Newcomers can enjoy teaching’s intrinsic excitement before its downsides - bureaucratic routines, box-ticking and remorseless accountability - wear them down. Sadly, they soon pick up on the negative elements, and four out of 10 quit before finishing their third year of teaching.

What students learn at college, and what you feel you may have lost, are the rudiments of best professional practice. They prepare avidly, try out new ideas, think about what they are trying to achieve. Trainees often tell me they are concerned about the emphasis on test results and league tables, and that the teachers they work with (whom they greatly admire) seem bogged down in literacy and numeracy hours and QCA schemes of work. They want to be able to back their own judgment, not merely act as a technician carrying out orders.

Use your refreshing newcomer to rediscover and enhance your own excitement and best practice. Remember you have the experience trainees lack. This can be an asset, a liberation that enables you to try out ideas novices would bog up through inexperience, or a millstone, if you have become stuck in a groove. You have nothing to lose but the chains around your feet. Children who are engaged by their teacher work harder, because lessons are worthwhile and enjoyable. In the end they do better academically and personally. To achieve this, I suspect, is just why you entered teaching.

You say

Experience counts

Don’t forget all the changes you’ve had to endure in the past 10 years; curriculum changes, inspections, Sats. Not to mention the variety of conflicting teaching styles forced on you from heads, your senior management team and advisers. Don’t knock your experience. Use whatever style works for the children you are teaching and keep an open mind about new ideas.

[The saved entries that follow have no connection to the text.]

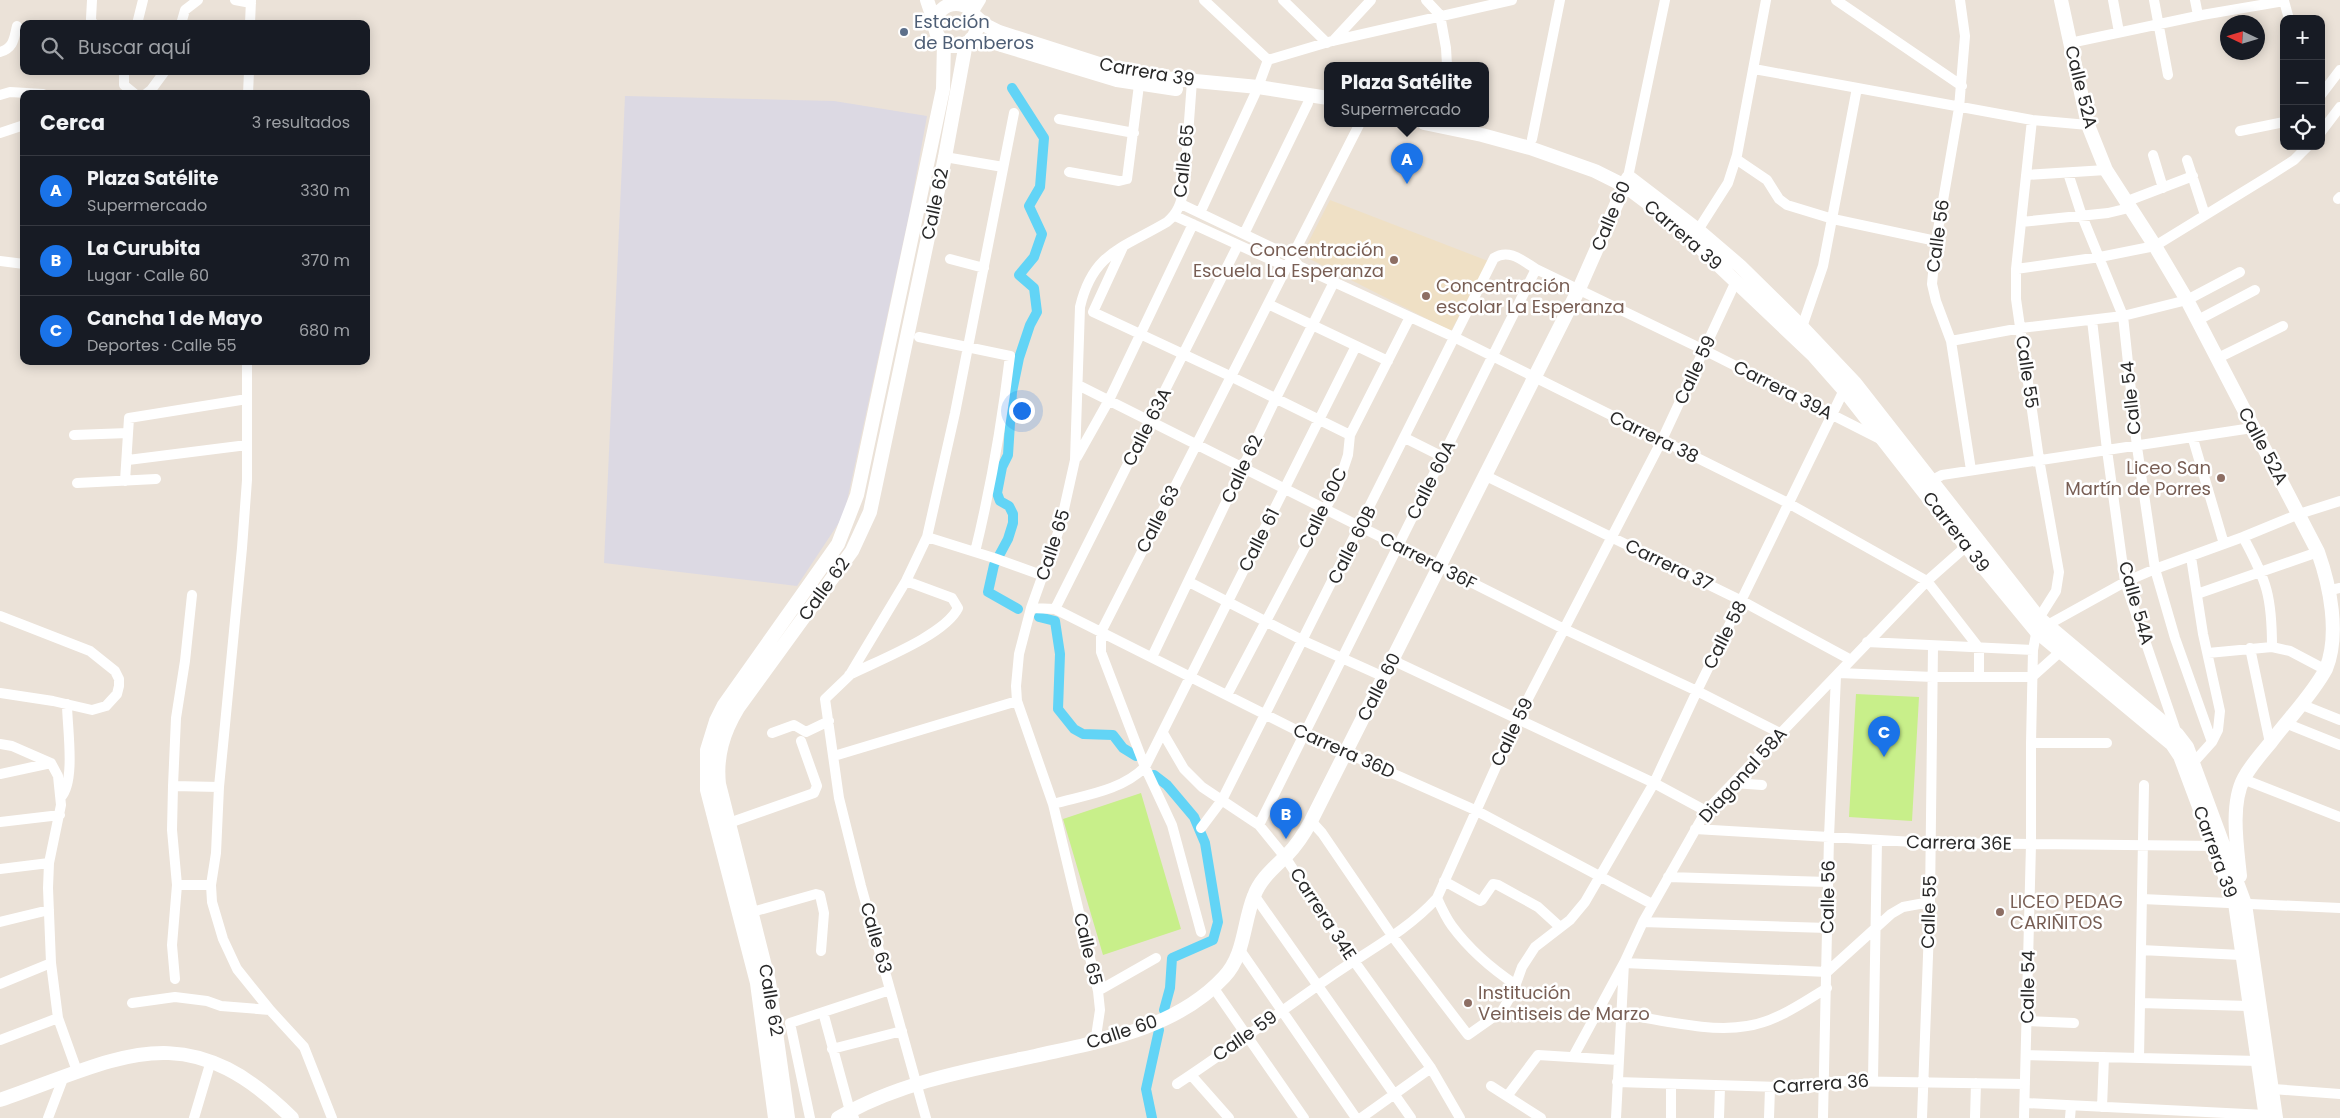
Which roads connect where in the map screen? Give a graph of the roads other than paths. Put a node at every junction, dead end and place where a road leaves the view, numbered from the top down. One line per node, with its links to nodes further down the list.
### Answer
1 (92, 0): 28 (street)
2 (144, 0): 29 (street)
3 (198, 0): 30 (street)
4 (235, 0): 22 (street)
5 (927, 0): 32 (main road)
6 (981, 0): 24 (street)
7 (1204, 0): 41 (street)
8 (1283, 0): 38 (street)
9 (1371, 0): 38 (street)
10 (1426, 0): 25 (street)
11 (1512, 0): 25 (street)
12 (1560, 0): 78 (street)
13 (1666, 0): 90 (street, Calle 60)
14 (1766, 0): 43 (street)
15 (1836, 0): 51 (street)
16 (1960, 0): 51 (street, Calle 56)
17 (2061, 0): 39 (main road, Calle 52A)
18 (2113, 0): 35 (street)
19 (2154, 0): 33 (street)
20 (2195, 0): 26 (street)
21 (2284, 1): 23 (street); 27 (street)
22 (251, 2): 31 (street)
23 (2238, 4): 26 (street)
24 (965, 6): 32 (main road); 36 (main road); 50 (main road, Carrera 39)
25 (1440, 15): 38 (street); 42 (street)
26 (2198, 15): 33 (street)
27 (2288, 15)
28 (92, 20)
29 (138, 20)
30 (182, 20)
31 (250, 20)
32 (935, 24): 37 (main road)
33 (2158, 24): 35 (street); 48 (street)
34 (17, 26): 40 (street)
35 (2119, 32): 39 (street)
36 (969, 41): 37 (main road); 49 (main road, Carrera 39); 81 (main road, Calle 62)
37 (944, 42): 384 (main road, Calle 62)
38 (1330, 42): 41 (street)
39 (2070, 43): 69 (main road, Calle 52A)
40 (0, 52)
41 (1268, 60): 56 (street)
42 (1447, 62)
43 (1754, 69): 52 (street); 82 (street)
44 (2340, 70): 57 (street)
45 (124, 75): 53 (street)
46 (162, 75): 54 (street)
47 (249, 75): 55 (street)
48 (2168, 75)
49 (1139, 85): 50 (main road, Carrera 39); 77 (street)
50 (1191, 85): 56 (main road, Carrera 39); 92 (street, Calle 65)
51 (1962, 86): 64 (street, Calle 56)
52 (1857, 88): 64 (street); 98 (street)
53 (130, 90)
54 (151, 90)
55 (248, 90)
56 (1257, 90): 60 (main road, Carrera 39); 61 (main road, Carrera 39); 94 (street)
57 (2325, 90)
58 (20, 92): 59 (street)
59 (0, 95)
60 (1324, 98)
61 (1308, 103): 62 (main road, Carrera 39); 102 (street)
62 (1324, 106)
63 (2340, 107): 74 (street)
64 (1960, 108): 67 (street); 103 (street, Calle 56)
65 (1014, 113): 84 (street, Calle 63)
66 (1059, 119): 77 (street)
67 (2032, 120): 69 (street); 88 (street, Calle 55)
68 (2280, 123): 75 (street)
69 (2088, 125): 85 (main road, Calle 52A)
70 (20, 126): 76 (street)
71 (1358, 127): 107 (street, Calle 63)
72 (1451, 127): 90 (main road, Carrera 39)
73 (1484, 127): 78 (main road, Carrera 39)
74 (2325, 127)
75 (2240, 131)
76 (0, 133)
77 (1134, 133): 86 (street)
78 (1532, 139): 90 (main road, Carrera 39)
79 (2304, 150): 95 (street)
80 (2152, 155): 91 (street)
81 (945, 157): 84 (street); 279 (main road, Calle 62)
82 (1736, 159): 98 (street); 101 (street)
83 (2187, 160): 89 (street)
84 (1004, 167): 115 (street, Calle 63)
85 (2106, 170): 87 (street); 93 (main road, Calle 52A)
86 (1069, 172)
87 (2068, 173): 88 (street); 97 (street, Calle 54)
88 (2026, 175): 99 (street, Calle 55)
89 (2193, 176): 91 (street); 95 (street)
90 (1627, 182): 101 (main road, Carrera 39); 119 (main road, Carrera 39); 121 (main road, Calle 60)
91 (2163, 188): 93 (street)
92 (1181, 204): 94 (street, Carrera 38); 96 (street, Calle 65)
93 (2127, 205): 97 (street); 106 (main road, Calle 52A)
94 (1200, 213): 102 (street, Carrera 38)
95 (2205, 214): 106 (street)
96 (1175, 216): 100 (street, Carrera 38); 105 (street, Calle 65)
97 (2082, 216): 99 (street); 108 (street, Calle 54)
98 (1833, 219): 103 (street); 131 (street)
99 (2021, 222): 117 (street, Calle 55)
100 (1193, 224): 104 (street, Carrera 38); 133 (street)
101 (1698, 230): 131 (main road, Carrera 39)
102 (1244, 234): 107 (street, Carrera 38)
103 (1936, 241): 136 (street, Calle 56)
104 (1238, 245): 114 (street, Carrera 38); 140 (street, Calle 63A)
105 (1123, 246): 133 (street); 147 (street, Calle 65)
106 (2155, 246): 108 (street); 123 (main road, Calle 52A)
107 (1292, 257): 113 (street, Carrera 38); 114 (street, Calle 63)
108 (2100, 257): 117 (street); 125 (street, Calle 54)
109 (1494, 258): 116 (street, Carrera 39A); 135 (street, Calle 60B)
110 (950, 259): 115 (street)
111 (0, 261): 112 (street)
112 (20, 264)
113 (1299, 266): 114 (street, Carrera 38); 120 (street, Carrera 38)
114 (1287, 267): 124 (street, Calle 63)
115 (984, 268): 138 (street, Calle 63)
116 (1536, 269): 121 (street, Carrera 39A); 141 (street, Calle 60A)
117 (2016, 269): 132 (street, Calle 55)
118 (2240, 272): 123 (street)
119 (1736, 281): 139 (street, Calle 59); 148 (main road, Carrera 39)
120 (1334, 282): 126 (street, Carrera 38); 129 (street, Calle 62)
121 (1579, 289): 139 (street, Carrera 39A); 146 (main road, Calle 60)
122 (2255, 290): 128 (street)
123 (2187, 300): 125 (street); 128 (main road, Calle 52A)
124 (1268, 304): 129 (street); 145 (street, Calle 63)
125 (2122, 316): 127 (street); 165 (street, Calle 54)
126 (1410, 317): 135 (street, Carrera 38); 143 (street, Calle 60C)
127 (2092, 320): 132 (street); 166 (street, Calle 54A)
128 (2198, 320): 142 (main road, Calle 52A)
129 (1312, 325): 137 (street); 149 (street, Calle 62)
130 (2283, 326): 142 (street)
131 (1802, 327): 177 (main road, Carrera 39)
132 (2021, 328): 136 (street); 168 (street, Calle 55)
133 (1141, 334): 140 (street); 151 (street)
134 (919, 337): 138 (street)
135 (1456, 338): 141 (street, Carrera 38); 159 (street, Calle 60B)
136 (1951, 341): 172 (street, Calle 56)
137 (1356, 346): 143 (street); 153 (street, Calle 61)
138 (968, 348): 184 (street, Calle 63); 190 (street)
139 (1704, 350): 152 (street, Carrera 39A); 162 (street, Calle 59)
140 (1184, 354): 145 (street); 154 (street, Calle 63A)
141 (1494, 356): 146 (street, Carrera 38); 167 (street, Calle 60A)
142 (2218, 358): 155 (main road, Calle 52A)
143 (1388, 361): 158 (street, Calle 60C)
144 (247, 365): 150 (street)
145 (1230, 376): 149 (street); 163 (street, Calle 63)
146 (1534, 377): 162 (street, Carrera 38); 173 (main road, Calle 60)
147 (1078, 385): 151 (street, Carrera 36F); 170 (street, Calle 65)
148 (1844, 390): 152 (street, Calle 58); 161 (main road, Carrera 39)
149 (1276, 398): 153 (street); 171 (street, Calle 62)
150 (247, 399): 156 (street); 164 (street)
151 (1109, 400): 154 (street, Carrera 36F); 170 (street)
152 (1833, 415): 161 (street, Carrera 39A); 180 (street, Calle 58)
153 (1318, 420): 158 (street); 178 (street, Calle 61)
154 (1149, 422): 163 (street, Carrera 36F); 207 (street, Calle 63A)
155 (2252, 428): 160 (street); 182 (main road, Calle 52A)
156 (128, 433): 157 (street); 169 (street)
157 (74, 435)
158 (1350, 436): 181 (street, Calle 60C)
159 (1406, 438): 167 (street); 183 (street, Calle 60B)
160 (2193, 438): 165 (street); 188 (street)
161 (1883, 440): 177 (main road, Carrera 39)
162 (1661, 442): 180 (street, Carrera 38); 185 (street, Calle 59)
163 (1196, 444): 171 (street, Carrera 36F); 212 (street, Calle 63)
164 (247, 445): 169 (street); 269 (street)
165 (2136, 446): 166 (street); 194 (street, Calle 54)
166 (2107, 450): 168 (street); 200 (street, Calle 54A)
167 (1443, 457): 189 (street, Calle 60A)
168 (2039, 459): 172 (street); 210 (street, Calle 55)
169 (128, 460): 175 (street)
170 (1075, 460): 196 (street, Calle 65)
171 (1243, 467): 178 (street, Carrera 36F); 199 (street, Calle 62)
172 (1971, 470): 177 (street)
173 (1484, 476): 185 (street, Carrera 37); 193 (main road, Calle 60)
174 (156, 479): 175 (street)
175 (125, 481): 176 (street)
176 (77, 483)
177 (1925, 484): 187 (main road, Carrera 39)
178 (1285, 488): 181 (street, Carrera 36F); 204 (street, Calle 61)
179 (2340, 501): 182 (street)
180 (1788, 503): 197 (street, Carrera 38); 205 (street, Calle 58)
181 (1324, 508): 183 (street, Carrera 36F); 209 (street, Calle 60C)
182 (2299, 514): 186 (street); 191 (main road, Calle 52A)
183 (1361, 527): 189 (street, Carrera 36F); 213 (street, Calle 60B)
184 (927, 537): 190 (street); 198 (street, Calle 63)
185 (1612, 537): 205 (street, Carrera 37); 211 (street, Calle 59)
186 (2244, 537): 188 (street); 195 (street)
187 (1970, 542): 197 (street, Diagonal 58A); 210 (main road, Carrera 39)
188 (2224, 544): 192 (street)
189 (1398, 546): 193 (street, Carrera 36F); 223 (street, Calle 60A)
190 (975, 552): 196 (street)
191 (2318, 552): 195 (street); 201 (main road, Calle 52A)
192 (2190, 557): 194 (street); 202 (street)
193 (1440, 567): 211 (street, Carrera 36F); 224 (main road, Calle 60)
194 (2155, 568): 200 (street); 251 (street, Calle 54)
195 (2262, 572): 202 (street); 216 (street)
196 (1044, 576): 206 (street, Calle 65)
197 (1928, 580): 214 (street, Diagonal 58A); 217 (street, Carrera 38)
198 (906, 581): 228 (street, Calle 63); 228 (street)
199 (1189, 582): 204 (street); 222 (street, Calle 62)
200 (2125, 582): 210 (street); 249 (street, Calle 54A)
201 (2336, 589): 226 (main road, Calle 52A)
202 (2197, 594): 221 (street)
203 (192, 595): 268 (street)
204 (1227, 601): 209 (street); 229 (street, Calle 61)
205 (1742, 601): 225 (street, Carrera 37); 234 (street, Calle 58)
206 (1032, 608): 207 (street, Carrera 36D); 237 (street, Calle 65)
207 (1055, 609): 212 (street, Carrera 36D)
208 (0, 616): 238 (street)
209 (1266, 621): 213 (street); 236 (street, Calle 60C)
210 (2041, 624): 219 (street, Calle 54); 220 (main road, Carrera 39); 249 (main road, Carrera 39)
211 (1564, 629): 234 (street, Carrera 36F); 241 (street, Calle 59)
212 (1101, 632): 222 (street, Carrera 36D); 261 (street)
213 (1304, 641): 223 (street); 240 (street, Calle 60B)
214 (1867, 642): 215 (street); 225 (street, Diagonal 58A)
215 (1933, 646): 217 (street); 231 (street, Calle 55)
216 (2272, 647): 218 (street); 226 (street)
217 (1980, 648): 219 (street); 232 (street)
218 (2250, 648): 221 (street); 254 (street)
219 (2033, 650): 233 (street, Calle 54)
220 (2061, 652): 233 (street); 288 (main road, Carrera 39)
221 (2208, 653): 251 (street)
222 (1152, 657): 229 (street, Carrera 36D)
223 (1342, 658): 230 (street); 248 (street, Calle 60A)
224 (1392, 660): 230 (main road, Calle 60); 241 (street)
225 (1851, 660): 227 (street, Diagonal 58A)
226 (2326, 670): 239 (main road, Calle 52A)
227 (1838, 675): 231 (street); 247 (street, Diagonal 58A); 283 (street, Calle 56)
228 (849, 676): 243 (street, Calle 63)
229 (1190, 676): 236 (street, Carrera 36D); 246 (street, Calle 61)
230 (1384, 677): 257 (main road, Calle 60)
231 (1933, 677): 232 (street); 285 (street, Calle 55)
232 (1979, 677): 233 (street)
233 (2032, 677): 252 (street, Calle 54)
234 (1696, 691): 247 (street, Carrera 36F); 264 (street, Calle 58)
235 (0, 693): 238 (street)
236 (1227, 695): 240 (street, Carrera 36D)
237 (1017, 701): 258 (street); 272 (street, Calle 65)
238 (66, 704): 270 (street)
239 (2300, 704): 242 (street); 244 (main road, Calle 52A)
240 (1266, 714): 248 (street, Carrera 36D); 271 (street, Calle 60B)
241 (1517, 720): 264 (street); 273 (street, Calle 59)
242 (2340, 720)
243 (828, 721): 245 (street); 258 (street, Calle 63)
244 (2285, 723): 254 (main road, Calle 52A); 256 (street)
245 (772, 733)
246 (1163, 733): 261 (street); 271 (street, Carrera 34E)
247 (1780, 733): 265 (street, Diagonal 58A)
248 (1304, 734): 257 (street, Carrera 36D); 280 (street, Calle 60A)
249 (2177, 734): 259 (main road, Carrera 39)
250 (801, 741): 279 (street)
251 (2212, 742): 259 (street)
252 (2031, 743): 253 (street); 286 (street, Calle 54)
253 (2107, 743)
254 (2270, 743): 263 (main road, Calle 52A)
255 (0, 744): 260 (street)
256 (2340, 745)
257 (1345, 752): 273 (street, Carrera 36D); 278 (main road, Calle 60)
258 (834, 756): 329 (street, Calle 63)
259 (2193, 763): 288 (main road, Carrera 39)
260 (51, 764): 262 (street); 270 (street)
261 (1145, 767): 272 (street); 312 (street)
262 (0, 774)
263 (2243, 779): 276 (street); 301 (main road, Calle 52A)
264 (1654, 783): 274 (street); 292 (street, Calle 58)
265 (1734, 783): 266 (street); 274 (street, Diagonal 58A)
266 (1762, 785)
267 (2144, 785): 287 (street)
268 (172, 786): 269 (street); 296 (street)
269 (219, 787): 297 (street)
270 (61, 797): 275 (street)
271 (1222, 800): 280 (street, Carrera 34E); 281 (street, Calle 60B)
272 (1053, 804): 330 (street, Calle 65)
273 (1475, 810): 292 (street, Carrera 36D); 294 (street, Calle 59)
274 (1706, 811): 282 (street, Diagonal 58A)
275 (60, 815): 277 (street); 290 (street)
276 (2340, 817)
277 (0, 822)
278 (1311, 822): 289 (main road, Calle 60); 313 (street)
279 (729, 823): 306 (main road, Calle 62)
280 (1259, 825): 289 (street, Carrera 34E)
281 (1201, 828)
282 (1695, 829): 283 (street, Carrera 36E); 293 (street, Diagonal 58A)
283 (1829, 837): 284 (street, Carrera 36E); 295 (street, Calle 56)
284 (1877, 840): 285 (street, Carrera 36E); 309 (street)
285 (1931, 843): 286 (street, Carrera 36E); 302 (street, Calle 55)
286 (2031, 844): 287 (street, Carrera 36E); 339 (street, Calle 54)
287 (2144, 844): 288 (street, Carrera 36E); 300 (street)
288 (2219, 846): 301 (main road, Carrera 39)
289 (1285, 857): 298 (main road, Calle 60); 319 (street, Carrera 34E)
290 (49, 863): 291 (street); 305 (street)
291 (0, 869)
292 (1598, 876): 303 (street, Carrera 36D); 310 (street, Calle 58)
293 (1668, 876): 295 (street); 303 (street, Diagonal 58A)
294 (1444, 881): 299 (street, Calle 59); 310 (street)
295 (1828, 882): 311 (street, Calle 56)
296 (177, 885): 297 (street); 323 (street)
297 (211, 885): 334 (street)
298 (1254, 895): 314 (main road, Calle 60); 326 (street)
299 (1437, 898): 313 (street, Calle 59); 325 (street)
300 (2142, 899): 301 (street); 315 (street)
301 (2241, 900): 304 (street); 317 (main road, Carrera 39); 368 (main road, Carrera 39)
302 (1930, 902): 309 (street); 357 (street, Calle 55)
303 (1652, 904): 308 (street, Diagonal 58A)
304 (2340, 908)
305 (49, 910): 307 (street); 320 (street)
306 (752, 912): 316 (street); 385 (main road, Calle 62)
307 (0, 922)
308 (1643, 922): 311 (street); 321 (street, Diagonal 58A)
309 (1877, 926): 322 (street); 356 (street)
310 (1560, 927): 325 (street, Calle 58)
311 (1828, 928): 322 (street, Calle 56)
312 (1201, 932)
313 (1393, 937): 319 (street, Calle 59); 325 (street, Calle 58)
314 (1240, 950): 327 (main road, Calle 60); 335 (street)
315 (2141, 950): 317 (street); 332 (street)
316 (821, 951)
317 (2242, 954): 333 (main road, Carrera 39)
318 (1156, 958): 330 (street)
319 (1354, 961): 326 (street, Calle 59); 353 (street, Carrera 34E)
320 (51, 963): 324 (street); 338 (street)
321 (1624, 964): 322 (street); 337 (street); 347 (street, Diagonal 58A)
322 (1827, 972): 328 (street, Calle 56)
323 (175, 979)
324 (0, 984)
325 (1516, 984)
326 (1319, 985): 335 (street, Calle 59); 370 (street)
327 (1213, 987): 342 (street); 344 (main road, Calle 60)
328 (1827, 988): 337 (street); 362 (street, Calle 56)
329 (890, 990): 336 (street); 341 (street, Calle 63)
330 (1098, 991): 344 (street, Calle 65)
331 (132, 1003): 334 (street)
332 (2140, 1003): 333 (street); 349 (street)
333 (2249, 1006): 352 (main road, Carrera 39)
334 (270, 1010): 383 (street)
335 (1282, 1010): 342 (street, Calle 59); 389 (street)
336 (823, 1012): 345 (street); 386 (street)
337 (1621, 1014): 350 (street)
338 (58, 1018): 343 (street); 354 (street)
339 (2027, 1021): 340 (street); 346 (street, Calle 54)
340 (2074, 1023)
341 (902, 1031): 345 (street); 360 (street, Calle 63)
342 (1246, 1035): 355 (street, Calle 59); 388 (street)
343 (0, 1040)
344 (1095, 1042): 360 (main road, Calle 60)
345 (832, 1049): 377 (street)
346 (2026, 1055): 348 (street); 363 (street, Calle 54)
347 (1572, 1057): 350 (street); 371 (street)
348 (2104, 1058): 349 (street); 375 (street)
349 (2139, 1058): 352 (street)
350 (1618, 1060): 358 (street)
351 (211, 1061): 354 (main road); 381 (street); 382 (main road)
352 (2258, 1061): 379 (main road, Carrera 39)
353 (1431, 1068): 370 (street); 392 (street, Carrera 34E)
354 (70, 1074): 372 (main road); 380 (street)
355 (1191, 1075): 361 (street, Calle 59); 378 (street)
356 (1873, 1080): 357 (street, Carrera 36); 362 (street, Carrera 36)
357 (1923, 1081): 359 (street, Carrera 36); 399 (street, Calle 55)
358 (1617, 1082): 364 (street, Carrera 36); 394 (street)
359 (1976, 1083): 363 (street, Carrera 36); 400 (street)
360 (916, 1084): 377 (main road, Calle 60); 387 (street, Calle 63)
361 (1177, 1084)
362 (1824, 1084): 367 (street, Carrera 36); 398 (street, Calle 56)
363 (2025, 1084): 373 (street, Calle 54)
364 (1671, 1085): 366 (street, Carrera 36); 395 (street)
365 (1491, 1086): 371 (street)
366 (1720, 1086): 367 (street, Carrera 36); 396 (street)
367 (1770, 1088): 397 (street)
368 (2273, 1089): 369 (street); 379 (main road, Carrera 39)
369 (2340, 1094)
370 (1395, 1095): 390 (street); 391 (street)
371 (1508, 1095): 393 (street)
372 (0, 1100)
373 (2024, 1103): 374 (street); 401 (street, Calle 54)
374 (2071, 1106): 375 (street); 402 (street)
375 (2102, 1107): 376 (street)
376 (2120, 1113): 379 (street)
377 (847, 1116)
378 (1225, 1116)
379 (2269, 1117)
380 (48, 1118)
381 (194, 1118)
382 (292, 1118)
383 (332, 1118)
384 (775, 1118)
385 (788, 1118)
386 (810, 1118)
387 (926, 1118)
388 (1304, 1118)
389 (1356, 1118)
390 (1361, 1118)
391 (1411, 1118)
392 (1460, 1118)
393 (1541, 1118)
394 (1616, 1118)
395 (1671, 1118)
396 (1719, 1118)
397 (1768, 1118)
398 (1823, 1118)
399 (1922, 1118)
400 (1975, 1118)
401 (2024, 1118)
402 (2070, 1118)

Linda Burton, Sultanate of Oman

Examine all sides

Why not look at it from a different angle? Maybe it’s your senior staff who are underperforming. If you really are a such a bad teacher, they should have let you know by now and made suggestions to help you. Perhaps your student is one of those rare, naturally gifted teachers. Focus on the positive points of your teaching while finding out what your student does well and incorporating some of this into your practice.

Tim Parkes, Birmingham

Learn from your assistant

In my final PGCE teaching practice, I was placed with a teacher whose 10 years’ experience in the classroom blinkered her to new ways of promoting a positive learning experience. She refused to acknowledge that my approach could be a valuable and complementary source of inspiration, and rejected my lesson suggestions out of hand. Keep copies of your student’s lesson plans, worksheets and resources. Apply the golden cycle, “plan, do, monitor, review”, to your own teaching skills; your achievements in the classroom will inspire and earn the respect of pupils, colleagues and trainee teachers.

Nicole Pollock, Middlesex

Inspiration is the key

Competent and confident she may be, but there will still be a lot you can teach her. Inspired teaching equals switched-on pupils, so watch her strategies for effective teaching and try to inject some of these new ideas into your style to switch on your pupils again.